_Work instruction_
Find the lines in these entries that include the word "JSON" and state how many there are, with no other words.

=-=-=

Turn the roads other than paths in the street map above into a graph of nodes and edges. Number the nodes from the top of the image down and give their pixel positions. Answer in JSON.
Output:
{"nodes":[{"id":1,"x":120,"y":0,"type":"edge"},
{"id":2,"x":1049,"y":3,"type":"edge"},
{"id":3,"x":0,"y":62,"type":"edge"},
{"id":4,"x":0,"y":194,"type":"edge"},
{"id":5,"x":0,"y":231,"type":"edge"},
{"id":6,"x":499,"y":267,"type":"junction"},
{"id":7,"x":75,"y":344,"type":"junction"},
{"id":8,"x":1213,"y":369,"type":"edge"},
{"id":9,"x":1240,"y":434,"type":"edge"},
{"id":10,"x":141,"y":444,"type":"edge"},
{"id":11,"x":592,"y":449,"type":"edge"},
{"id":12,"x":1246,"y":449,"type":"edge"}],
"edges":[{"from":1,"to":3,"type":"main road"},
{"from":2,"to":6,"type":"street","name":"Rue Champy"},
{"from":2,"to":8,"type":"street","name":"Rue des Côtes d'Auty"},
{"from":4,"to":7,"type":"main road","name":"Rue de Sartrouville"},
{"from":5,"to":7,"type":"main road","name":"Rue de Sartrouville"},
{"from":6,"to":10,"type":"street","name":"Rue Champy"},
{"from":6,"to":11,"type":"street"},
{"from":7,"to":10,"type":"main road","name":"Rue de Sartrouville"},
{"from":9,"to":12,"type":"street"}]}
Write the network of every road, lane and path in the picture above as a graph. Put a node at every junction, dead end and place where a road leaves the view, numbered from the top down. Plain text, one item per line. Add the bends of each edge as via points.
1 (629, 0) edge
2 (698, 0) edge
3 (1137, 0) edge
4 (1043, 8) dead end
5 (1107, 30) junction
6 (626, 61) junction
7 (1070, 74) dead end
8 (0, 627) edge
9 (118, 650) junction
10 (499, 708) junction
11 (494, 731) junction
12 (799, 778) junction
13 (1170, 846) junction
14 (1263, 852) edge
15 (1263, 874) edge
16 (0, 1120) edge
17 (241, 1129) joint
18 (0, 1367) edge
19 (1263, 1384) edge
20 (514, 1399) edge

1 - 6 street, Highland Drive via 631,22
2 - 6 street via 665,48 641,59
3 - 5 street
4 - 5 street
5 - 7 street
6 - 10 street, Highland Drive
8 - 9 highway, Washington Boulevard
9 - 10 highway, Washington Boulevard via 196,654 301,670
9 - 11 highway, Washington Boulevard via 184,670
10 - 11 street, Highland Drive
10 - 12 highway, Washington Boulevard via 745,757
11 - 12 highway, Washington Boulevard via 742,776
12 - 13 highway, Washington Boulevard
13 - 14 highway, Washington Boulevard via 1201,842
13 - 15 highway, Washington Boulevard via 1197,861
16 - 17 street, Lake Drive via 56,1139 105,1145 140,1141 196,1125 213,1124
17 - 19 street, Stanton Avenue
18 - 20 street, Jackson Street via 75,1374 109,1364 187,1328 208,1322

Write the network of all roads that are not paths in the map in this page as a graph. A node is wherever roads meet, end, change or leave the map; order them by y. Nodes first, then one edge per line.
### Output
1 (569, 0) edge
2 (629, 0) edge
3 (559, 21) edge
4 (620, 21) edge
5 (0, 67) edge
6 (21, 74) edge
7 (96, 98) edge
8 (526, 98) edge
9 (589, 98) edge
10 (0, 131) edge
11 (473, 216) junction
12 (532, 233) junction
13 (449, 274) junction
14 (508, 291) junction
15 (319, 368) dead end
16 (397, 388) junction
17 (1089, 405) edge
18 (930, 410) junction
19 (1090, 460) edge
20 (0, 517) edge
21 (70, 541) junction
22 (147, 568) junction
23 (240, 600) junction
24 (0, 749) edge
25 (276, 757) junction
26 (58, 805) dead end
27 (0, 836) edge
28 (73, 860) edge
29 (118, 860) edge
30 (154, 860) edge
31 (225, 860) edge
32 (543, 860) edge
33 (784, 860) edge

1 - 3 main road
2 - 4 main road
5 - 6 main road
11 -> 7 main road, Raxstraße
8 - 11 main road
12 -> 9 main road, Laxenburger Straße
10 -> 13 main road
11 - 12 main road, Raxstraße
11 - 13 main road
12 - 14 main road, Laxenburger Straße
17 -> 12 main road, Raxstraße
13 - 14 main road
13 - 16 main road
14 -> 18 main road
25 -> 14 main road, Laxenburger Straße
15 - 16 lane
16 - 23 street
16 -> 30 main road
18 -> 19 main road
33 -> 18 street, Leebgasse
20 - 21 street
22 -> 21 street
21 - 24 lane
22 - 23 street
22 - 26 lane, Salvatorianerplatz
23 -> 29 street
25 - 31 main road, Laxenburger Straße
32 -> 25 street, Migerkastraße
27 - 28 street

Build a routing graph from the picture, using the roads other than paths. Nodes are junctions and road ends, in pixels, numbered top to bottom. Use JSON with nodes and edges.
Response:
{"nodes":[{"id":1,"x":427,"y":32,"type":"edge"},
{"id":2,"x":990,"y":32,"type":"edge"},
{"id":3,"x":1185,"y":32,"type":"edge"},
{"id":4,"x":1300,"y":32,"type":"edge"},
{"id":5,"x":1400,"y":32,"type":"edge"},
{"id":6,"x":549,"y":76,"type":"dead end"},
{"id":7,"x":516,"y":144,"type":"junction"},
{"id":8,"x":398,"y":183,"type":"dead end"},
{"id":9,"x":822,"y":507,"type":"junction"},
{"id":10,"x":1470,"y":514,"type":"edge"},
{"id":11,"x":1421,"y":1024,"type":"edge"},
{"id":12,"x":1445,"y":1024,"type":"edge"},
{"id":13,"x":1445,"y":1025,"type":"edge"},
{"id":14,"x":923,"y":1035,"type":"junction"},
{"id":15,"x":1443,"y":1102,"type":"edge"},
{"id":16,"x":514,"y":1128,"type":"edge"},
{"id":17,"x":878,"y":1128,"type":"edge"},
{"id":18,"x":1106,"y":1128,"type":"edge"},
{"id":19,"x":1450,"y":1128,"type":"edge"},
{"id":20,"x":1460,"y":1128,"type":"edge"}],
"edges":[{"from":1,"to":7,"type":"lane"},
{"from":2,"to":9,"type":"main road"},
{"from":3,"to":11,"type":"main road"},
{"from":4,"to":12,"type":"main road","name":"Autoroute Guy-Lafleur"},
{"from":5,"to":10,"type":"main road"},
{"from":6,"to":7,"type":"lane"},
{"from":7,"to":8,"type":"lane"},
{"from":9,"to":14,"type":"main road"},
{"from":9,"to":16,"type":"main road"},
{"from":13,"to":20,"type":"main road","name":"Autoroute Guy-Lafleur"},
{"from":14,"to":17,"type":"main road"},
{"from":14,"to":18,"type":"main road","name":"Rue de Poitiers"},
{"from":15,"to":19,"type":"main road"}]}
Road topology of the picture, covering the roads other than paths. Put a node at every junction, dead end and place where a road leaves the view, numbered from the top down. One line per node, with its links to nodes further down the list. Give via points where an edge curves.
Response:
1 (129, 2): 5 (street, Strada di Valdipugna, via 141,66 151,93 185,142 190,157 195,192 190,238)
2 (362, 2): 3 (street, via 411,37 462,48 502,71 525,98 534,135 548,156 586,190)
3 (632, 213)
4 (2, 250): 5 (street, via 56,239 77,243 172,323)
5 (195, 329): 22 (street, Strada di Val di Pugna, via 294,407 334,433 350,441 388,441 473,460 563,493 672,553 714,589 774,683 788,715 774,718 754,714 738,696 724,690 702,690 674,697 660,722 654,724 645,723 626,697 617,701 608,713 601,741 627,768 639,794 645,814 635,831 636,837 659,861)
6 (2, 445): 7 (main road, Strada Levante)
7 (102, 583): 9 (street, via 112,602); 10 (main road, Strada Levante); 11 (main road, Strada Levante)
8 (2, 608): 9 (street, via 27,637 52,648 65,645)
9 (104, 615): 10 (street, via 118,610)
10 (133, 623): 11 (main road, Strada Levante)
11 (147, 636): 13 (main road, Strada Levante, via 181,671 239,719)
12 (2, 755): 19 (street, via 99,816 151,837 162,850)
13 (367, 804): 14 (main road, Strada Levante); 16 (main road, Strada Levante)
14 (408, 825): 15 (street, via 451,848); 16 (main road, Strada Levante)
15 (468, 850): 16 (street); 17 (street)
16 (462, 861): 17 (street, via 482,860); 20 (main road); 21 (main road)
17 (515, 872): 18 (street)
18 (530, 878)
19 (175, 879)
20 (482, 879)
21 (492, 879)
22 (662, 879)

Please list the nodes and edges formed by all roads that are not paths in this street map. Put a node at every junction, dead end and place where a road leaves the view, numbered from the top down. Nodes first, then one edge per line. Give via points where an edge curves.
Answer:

=-=-=

_Response_
2